Première présentation de « Secret poème » et « Le chant de sirènes »

Vendredi 29 juin au TranArtcafé d'Antibes

 

 

C'est durant une soirée caniculaire dans la galerie d'art du TransArcafé à Antibes que Jean-Michel Sananès, directeur des éditions « Chemins de Plume », a présenté sa nouvelle collection « Un Poète/ Une Voix » inaugurée par les recueils de poésie El canto de las sirenas/ Le chant des sirènes de Cristina Castello et Secret poème d'André Chenet.

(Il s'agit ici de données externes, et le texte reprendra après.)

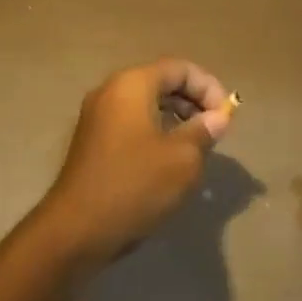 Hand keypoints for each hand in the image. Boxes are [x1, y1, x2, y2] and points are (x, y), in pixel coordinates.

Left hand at [42, 59, 234, 264]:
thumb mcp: (182, 159)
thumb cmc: (134, 185)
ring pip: (147, 104)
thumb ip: (204, 131)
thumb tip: (218, 117)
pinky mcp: (93, 142)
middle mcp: (111, 91)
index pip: (179, 69)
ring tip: (197, 146)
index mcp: (132, 84)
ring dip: (177, 118)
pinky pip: (132, 123)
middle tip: (215, 130)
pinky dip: (156, 131)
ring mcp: (98, 117)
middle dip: (193, 101)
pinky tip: (170, 160)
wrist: (75, 231)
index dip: (208, 87)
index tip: (225, 116)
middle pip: (161, 82)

Ces livrets au format carré ont la particularité de receler dans le dos de leurs couvertures doublée à cet effet, un CD audio permettant d'écouter des auteurs récitant l'intégralité de leur recueil. Jean-Michel Sananès caressait ce projet  depuis fort longtemps et s'est décidé à le concrétiser en écoutant, lors d'une rencontre poétique, Cristina Castello dire des poèmes de Federico García Lorca en langue castillane.
La lecture à haute voix d'un poème lui donne une dimension pour ainsi dire tactile et ouvre des perspectives dans la complexité foisonnante même des sens et des images contenus, parfois jusqu'à ce que se propage une partition de frissons. Après un court débat avec les auditeurs et pour entrer dans le vif du sujet, André Chenet a demandé à Jean-Michel Sananès de lire un de ses poèmes issus de Accident de conscience, troisième livret à paraître dans cette nouvelle collection.
Cristina et André ont immédiatement pris la suite puis ont présenté la revue La Voix des Autres. Ils ont lu des poème d'Angye Gaona, poète colombienne à qui est dédié le Cahier central du dernier numéro,  et du jeune poète chilien Rodrigo Verdugo Pizarro, reconnu comme une des étoiles montante  de la fougueuse poésie latino américaine actuelle. Pour conclure en beauté cette rencontre  on ne saurait plus ardente, Ile Ineger, poète et co fondatrice de « Chemins de Plume » nous a lu un poème publié dans « Les femmes en poésie », n°3 de « La Voix des Autres ». (André Chenet)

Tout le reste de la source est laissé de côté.